It was the last of times, it was the first of times.
It was the old ending. It was the new big inning.
It was the magical year of 2012.
And among the fens and bogs of Boston town, something was amiss . . .

Let’s face it, baseball fans, no ballpark on earth holds as much legendary drama, karma, curses, heartbreak, and hope as Fenway Park at number 4 Yawkey Way in Boston. Sure, you got your Wrigley Field in Chicago town with its ivy-covered walls or the old coliseum out Oakland way or the big blue sea of seats in Dodger Stadium in L.A. A lot of greats have passed through their gates, no doubt, but when it comes to legends, no ballyard anywhere holds a candlestick to the ol’ Fen.

And no one knows that better than Alfredo Carl “Stats” Pagano, who’s spent half his life (that’s six out of twelve years or, more precisely, 73.5 out of 147 months or, expressed as a batting average, an even .500 of this baseball lover’s lifetime) gathering stats and data on the Boston Red Sox and their quirky hundred-year-old ballfield.

And during Fenway Park’s hundredth anniversary, in that legendary year of 2012, the place went bonkers. Banners flapped from bridges. Billboards told the tale.

100 Years of Cheers and Tears! they read. Catch Fenway Fever! others proclaimed. It’s a Fan-demic!

Old pros and Hollywood celebs alike recorded Jumbotron testimonials recalling what the ballpark had meant to them. Centennial posters hung in bookstore windows, while “First Fen-tury” flags adorned the walls of sports bars everywhere.

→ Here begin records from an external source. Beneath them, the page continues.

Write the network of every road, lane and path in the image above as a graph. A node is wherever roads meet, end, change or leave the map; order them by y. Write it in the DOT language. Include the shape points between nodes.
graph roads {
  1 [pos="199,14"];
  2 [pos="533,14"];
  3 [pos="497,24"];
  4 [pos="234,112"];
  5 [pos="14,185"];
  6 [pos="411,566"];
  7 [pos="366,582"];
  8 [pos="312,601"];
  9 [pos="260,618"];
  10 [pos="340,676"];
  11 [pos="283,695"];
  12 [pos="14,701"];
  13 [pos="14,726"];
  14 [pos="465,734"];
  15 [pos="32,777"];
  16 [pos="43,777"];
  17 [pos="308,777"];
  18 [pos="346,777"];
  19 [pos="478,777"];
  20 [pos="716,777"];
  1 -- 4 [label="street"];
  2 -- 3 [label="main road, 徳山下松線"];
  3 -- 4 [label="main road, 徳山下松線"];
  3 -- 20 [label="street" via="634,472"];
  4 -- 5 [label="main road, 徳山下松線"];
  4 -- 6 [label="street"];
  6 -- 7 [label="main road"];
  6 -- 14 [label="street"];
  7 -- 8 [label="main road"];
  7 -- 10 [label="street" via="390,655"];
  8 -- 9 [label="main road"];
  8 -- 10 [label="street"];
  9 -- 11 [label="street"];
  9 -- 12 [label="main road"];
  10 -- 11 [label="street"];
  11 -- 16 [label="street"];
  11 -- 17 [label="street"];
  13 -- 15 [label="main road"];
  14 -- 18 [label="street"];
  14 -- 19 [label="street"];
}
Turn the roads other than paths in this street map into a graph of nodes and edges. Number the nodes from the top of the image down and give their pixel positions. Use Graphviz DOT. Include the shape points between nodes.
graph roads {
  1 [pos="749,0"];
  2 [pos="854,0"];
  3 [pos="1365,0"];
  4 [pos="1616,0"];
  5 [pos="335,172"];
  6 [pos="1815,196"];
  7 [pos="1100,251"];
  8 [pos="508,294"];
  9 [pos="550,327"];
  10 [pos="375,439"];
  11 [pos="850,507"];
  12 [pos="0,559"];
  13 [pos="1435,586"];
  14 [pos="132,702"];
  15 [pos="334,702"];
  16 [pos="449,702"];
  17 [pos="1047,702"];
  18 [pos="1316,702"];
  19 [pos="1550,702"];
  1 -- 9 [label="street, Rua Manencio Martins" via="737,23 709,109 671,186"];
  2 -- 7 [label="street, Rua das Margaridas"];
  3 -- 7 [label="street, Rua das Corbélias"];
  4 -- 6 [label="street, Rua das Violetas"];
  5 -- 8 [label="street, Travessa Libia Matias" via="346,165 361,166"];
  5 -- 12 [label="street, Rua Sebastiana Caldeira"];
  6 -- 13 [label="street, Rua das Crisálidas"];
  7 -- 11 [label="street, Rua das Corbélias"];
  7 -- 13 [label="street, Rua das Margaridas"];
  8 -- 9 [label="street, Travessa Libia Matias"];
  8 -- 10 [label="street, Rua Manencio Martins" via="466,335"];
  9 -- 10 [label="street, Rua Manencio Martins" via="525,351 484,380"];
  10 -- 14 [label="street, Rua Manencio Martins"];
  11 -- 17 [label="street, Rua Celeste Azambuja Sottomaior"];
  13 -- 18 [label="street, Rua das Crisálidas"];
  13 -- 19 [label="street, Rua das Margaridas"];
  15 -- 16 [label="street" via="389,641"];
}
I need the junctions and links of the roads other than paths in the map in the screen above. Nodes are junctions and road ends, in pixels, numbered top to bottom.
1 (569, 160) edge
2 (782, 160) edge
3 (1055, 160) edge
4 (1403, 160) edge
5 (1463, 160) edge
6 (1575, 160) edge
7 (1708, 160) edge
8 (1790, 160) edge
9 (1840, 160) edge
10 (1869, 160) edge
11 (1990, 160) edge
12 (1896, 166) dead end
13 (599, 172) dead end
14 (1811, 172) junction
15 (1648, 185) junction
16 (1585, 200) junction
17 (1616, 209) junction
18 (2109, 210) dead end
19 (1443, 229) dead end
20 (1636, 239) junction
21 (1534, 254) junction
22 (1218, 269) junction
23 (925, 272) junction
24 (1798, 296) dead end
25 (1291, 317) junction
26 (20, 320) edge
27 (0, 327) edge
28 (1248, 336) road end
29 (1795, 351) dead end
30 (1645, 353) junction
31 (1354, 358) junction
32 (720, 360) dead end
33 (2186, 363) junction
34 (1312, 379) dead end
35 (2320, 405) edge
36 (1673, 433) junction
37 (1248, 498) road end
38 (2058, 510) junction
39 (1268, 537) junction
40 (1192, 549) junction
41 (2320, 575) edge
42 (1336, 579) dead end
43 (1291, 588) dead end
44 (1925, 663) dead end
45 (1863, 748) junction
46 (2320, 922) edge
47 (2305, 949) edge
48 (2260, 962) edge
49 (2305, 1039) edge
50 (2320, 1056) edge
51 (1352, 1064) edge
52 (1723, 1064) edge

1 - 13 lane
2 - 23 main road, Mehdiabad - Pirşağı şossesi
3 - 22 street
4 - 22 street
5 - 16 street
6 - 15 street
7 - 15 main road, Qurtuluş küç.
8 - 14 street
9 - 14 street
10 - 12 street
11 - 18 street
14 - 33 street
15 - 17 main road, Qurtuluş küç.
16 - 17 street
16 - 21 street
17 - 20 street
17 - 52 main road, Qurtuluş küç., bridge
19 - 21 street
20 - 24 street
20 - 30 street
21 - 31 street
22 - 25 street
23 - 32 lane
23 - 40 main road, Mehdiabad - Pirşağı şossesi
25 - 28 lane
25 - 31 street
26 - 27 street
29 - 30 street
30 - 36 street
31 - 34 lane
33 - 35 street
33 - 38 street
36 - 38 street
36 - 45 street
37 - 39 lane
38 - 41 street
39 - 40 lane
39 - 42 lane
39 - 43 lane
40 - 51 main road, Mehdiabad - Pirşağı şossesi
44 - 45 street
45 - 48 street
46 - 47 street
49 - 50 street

Ah, but deep beneath all the festivity and hooplicity, there crept the foreshadows of a calamity that no one in town, from the sea captains of Gloucester to the philosophers of Harvard University, seemed to notice.

Luckily, one small and brilliant boy and one rather strange Red Sox pitcher saw the signs and decided to step up to the plate and swing away.

What happened next was out of this world.


The pregame street scene rivering past Papa Pagano’s Red Sox Red Hots hot dog stand, just outside the gates of Fenway Park, had grown loud and tense.

A certain fear hung in the air.

“No, no, I’m telling you,” one Red Sox fan bellowed at his buddy. “Orbitt should not be pitching. After four straight fiascos, why is he starting? He should be in the bull pen. And I mean the one down in Pawtucket.”

“Like I said before, Mr. Beer-for-Brains, he’s had some weird luck, is all. The Spacebird is still the man. You’ll see.”

“Weird is right. I got twenty bucks that says Billee Orbitt, the space cadet, won’t get out of the first inning.”

“You’re on!”

All afternoon, from his station at the back of the handcrafted wrought-iron hot dog stand on Yawkey Way, statistical whiz kid Alfredo “Stats” Pagano had taken these friendly quarrels in stride.

Tonight’s match, the third of a four-game series pitting the Boston Red Sox against their arch rivals, the New York Yankees, had the streets and bars around Fenway Park packed and punchy, even three hours before game time.

“Hey, was that guy right?” asked Pops Pagano, a burly man with a husky voice. He plopped a fresh-grilled Smokey Joe wood-fired dog onto a toasted bun. “Billee’s on the hill tonight?”

“Last I heard,” said Stats, who tended two steamy kettles next to Pops’s grill. “Unless they make another change.”

And even though the Red Sox had dropped the first two games to the so-called “Evil Empire” from New York—or maybe because of it—Stats could hardly wait to head inside and catch the action.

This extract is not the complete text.